**Problem requirements:** Whichever lines of the entries hold the word "Doctor" should be identified and copied.

╭─ Record extracts

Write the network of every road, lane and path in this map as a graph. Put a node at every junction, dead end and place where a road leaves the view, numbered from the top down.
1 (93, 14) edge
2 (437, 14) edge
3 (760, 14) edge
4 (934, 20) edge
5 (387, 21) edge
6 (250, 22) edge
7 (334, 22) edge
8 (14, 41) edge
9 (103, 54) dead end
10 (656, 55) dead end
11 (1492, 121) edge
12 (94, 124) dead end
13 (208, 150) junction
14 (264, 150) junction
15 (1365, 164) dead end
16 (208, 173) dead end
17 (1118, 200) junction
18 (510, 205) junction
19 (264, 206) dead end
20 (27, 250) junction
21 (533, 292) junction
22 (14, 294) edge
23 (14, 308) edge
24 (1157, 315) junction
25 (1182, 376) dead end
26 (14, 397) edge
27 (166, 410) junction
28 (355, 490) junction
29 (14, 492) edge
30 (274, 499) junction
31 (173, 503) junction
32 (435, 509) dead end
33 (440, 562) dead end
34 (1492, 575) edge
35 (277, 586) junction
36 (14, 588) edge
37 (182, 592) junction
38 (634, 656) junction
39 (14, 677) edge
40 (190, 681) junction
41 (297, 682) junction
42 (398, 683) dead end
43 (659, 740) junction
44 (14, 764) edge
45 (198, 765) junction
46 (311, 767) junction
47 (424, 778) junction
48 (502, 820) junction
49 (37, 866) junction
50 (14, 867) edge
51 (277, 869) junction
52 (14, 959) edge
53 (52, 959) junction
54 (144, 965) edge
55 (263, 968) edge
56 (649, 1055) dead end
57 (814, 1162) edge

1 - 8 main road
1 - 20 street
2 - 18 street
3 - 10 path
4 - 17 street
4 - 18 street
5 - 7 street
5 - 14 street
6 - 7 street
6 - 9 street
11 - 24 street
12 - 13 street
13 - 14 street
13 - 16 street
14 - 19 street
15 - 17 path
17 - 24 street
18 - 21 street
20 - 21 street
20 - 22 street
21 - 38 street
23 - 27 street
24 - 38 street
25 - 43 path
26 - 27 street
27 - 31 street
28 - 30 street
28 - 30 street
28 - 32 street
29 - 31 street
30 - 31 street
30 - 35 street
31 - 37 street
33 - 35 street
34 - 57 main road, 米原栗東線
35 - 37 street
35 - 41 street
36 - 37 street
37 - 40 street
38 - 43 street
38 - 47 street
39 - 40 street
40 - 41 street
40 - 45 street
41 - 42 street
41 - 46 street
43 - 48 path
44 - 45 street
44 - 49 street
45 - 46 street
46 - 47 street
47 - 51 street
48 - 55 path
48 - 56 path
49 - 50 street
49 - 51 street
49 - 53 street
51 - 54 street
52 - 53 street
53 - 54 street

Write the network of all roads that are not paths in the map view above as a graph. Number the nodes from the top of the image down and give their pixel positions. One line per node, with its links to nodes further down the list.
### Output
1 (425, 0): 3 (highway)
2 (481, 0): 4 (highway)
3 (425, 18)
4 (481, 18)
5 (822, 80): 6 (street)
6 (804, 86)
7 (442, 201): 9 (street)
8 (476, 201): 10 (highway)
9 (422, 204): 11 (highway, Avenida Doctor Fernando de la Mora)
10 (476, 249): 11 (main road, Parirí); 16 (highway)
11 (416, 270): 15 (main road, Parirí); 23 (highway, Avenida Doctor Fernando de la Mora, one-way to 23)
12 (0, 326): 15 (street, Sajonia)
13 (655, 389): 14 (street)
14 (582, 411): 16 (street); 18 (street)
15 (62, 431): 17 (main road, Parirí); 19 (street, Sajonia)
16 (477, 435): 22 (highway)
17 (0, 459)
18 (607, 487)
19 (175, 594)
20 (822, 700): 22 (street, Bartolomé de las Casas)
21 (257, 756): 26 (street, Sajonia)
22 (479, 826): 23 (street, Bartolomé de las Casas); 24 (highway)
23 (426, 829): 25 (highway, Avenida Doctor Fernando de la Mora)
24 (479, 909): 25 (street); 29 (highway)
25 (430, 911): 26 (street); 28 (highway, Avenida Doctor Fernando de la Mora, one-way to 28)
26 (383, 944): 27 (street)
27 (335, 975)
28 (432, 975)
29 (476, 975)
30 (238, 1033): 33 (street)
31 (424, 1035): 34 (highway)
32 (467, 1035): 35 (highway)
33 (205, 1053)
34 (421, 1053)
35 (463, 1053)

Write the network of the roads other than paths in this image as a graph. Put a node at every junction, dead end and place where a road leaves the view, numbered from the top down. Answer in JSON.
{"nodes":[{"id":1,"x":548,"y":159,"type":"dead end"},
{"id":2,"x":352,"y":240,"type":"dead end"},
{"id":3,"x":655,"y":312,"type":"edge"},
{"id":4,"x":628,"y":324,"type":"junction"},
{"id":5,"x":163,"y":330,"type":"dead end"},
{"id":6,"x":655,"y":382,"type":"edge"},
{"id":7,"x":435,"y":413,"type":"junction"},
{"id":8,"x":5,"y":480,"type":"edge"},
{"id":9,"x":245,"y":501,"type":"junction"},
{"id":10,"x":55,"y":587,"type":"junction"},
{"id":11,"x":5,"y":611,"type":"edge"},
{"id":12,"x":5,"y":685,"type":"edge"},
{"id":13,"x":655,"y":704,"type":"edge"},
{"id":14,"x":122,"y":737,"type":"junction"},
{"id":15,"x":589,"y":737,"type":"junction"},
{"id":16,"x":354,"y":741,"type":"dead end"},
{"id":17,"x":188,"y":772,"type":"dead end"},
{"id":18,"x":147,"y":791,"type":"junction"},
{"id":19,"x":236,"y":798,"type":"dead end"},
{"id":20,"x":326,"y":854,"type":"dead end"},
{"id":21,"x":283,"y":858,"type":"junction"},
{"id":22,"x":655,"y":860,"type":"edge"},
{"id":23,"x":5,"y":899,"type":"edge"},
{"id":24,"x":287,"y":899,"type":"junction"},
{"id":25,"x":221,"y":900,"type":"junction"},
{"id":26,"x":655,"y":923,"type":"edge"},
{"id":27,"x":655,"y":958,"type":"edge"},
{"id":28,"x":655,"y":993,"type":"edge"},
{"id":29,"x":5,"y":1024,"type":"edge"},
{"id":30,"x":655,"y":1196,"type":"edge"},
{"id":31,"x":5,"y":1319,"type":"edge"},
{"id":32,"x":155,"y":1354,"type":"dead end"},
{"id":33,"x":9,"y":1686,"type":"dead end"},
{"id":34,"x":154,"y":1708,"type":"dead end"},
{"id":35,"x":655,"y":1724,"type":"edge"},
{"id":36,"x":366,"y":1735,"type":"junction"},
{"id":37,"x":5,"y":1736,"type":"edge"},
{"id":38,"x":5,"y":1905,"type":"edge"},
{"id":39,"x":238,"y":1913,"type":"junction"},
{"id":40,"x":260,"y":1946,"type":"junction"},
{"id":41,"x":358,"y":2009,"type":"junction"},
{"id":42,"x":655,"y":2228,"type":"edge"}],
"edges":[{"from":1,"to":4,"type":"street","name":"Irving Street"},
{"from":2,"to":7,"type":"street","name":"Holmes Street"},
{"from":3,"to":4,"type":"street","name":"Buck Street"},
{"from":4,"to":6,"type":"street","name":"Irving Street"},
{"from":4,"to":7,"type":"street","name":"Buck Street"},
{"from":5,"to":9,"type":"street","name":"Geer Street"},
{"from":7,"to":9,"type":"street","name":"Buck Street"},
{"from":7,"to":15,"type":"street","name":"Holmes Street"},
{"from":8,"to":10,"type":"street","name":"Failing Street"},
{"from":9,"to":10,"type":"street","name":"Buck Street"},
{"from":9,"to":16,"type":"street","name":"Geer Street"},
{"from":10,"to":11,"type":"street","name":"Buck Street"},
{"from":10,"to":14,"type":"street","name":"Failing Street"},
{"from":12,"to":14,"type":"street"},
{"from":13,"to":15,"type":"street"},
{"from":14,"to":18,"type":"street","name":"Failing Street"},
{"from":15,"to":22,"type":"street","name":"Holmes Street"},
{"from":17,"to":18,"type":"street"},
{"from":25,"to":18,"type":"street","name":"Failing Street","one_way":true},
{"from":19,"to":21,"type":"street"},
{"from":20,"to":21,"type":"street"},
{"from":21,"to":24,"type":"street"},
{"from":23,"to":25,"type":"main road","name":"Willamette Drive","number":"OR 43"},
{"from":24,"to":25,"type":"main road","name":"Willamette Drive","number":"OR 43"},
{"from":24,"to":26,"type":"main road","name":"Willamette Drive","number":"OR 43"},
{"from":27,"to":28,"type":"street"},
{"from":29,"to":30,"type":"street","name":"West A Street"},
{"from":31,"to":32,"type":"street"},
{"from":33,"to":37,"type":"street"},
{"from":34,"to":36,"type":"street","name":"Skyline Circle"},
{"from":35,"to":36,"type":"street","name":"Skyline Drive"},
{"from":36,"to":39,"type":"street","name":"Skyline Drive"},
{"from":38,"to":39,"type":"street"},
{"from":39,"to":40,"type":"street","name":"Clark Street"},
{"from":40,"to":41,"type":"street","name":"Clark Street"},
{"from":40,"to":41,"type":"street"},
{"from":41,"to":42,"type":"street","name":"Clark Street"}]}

╰─

**Answer:**
9 (422, 204): 11 (highway, Avenida Doctor Fernando de la Mora)
11 (416, 270): 15 (main road, Parirí); 23 (highway, Avenida Doctor Fernando de la Mora, one-way to 23)
23 (426, 829): 25 (highway, Avenida Doctor Fernando de la Mora)
25 (430, 911): 26 (street); 28 (highway, Avenida Doctor Fernando de la Mora, one-way to 28)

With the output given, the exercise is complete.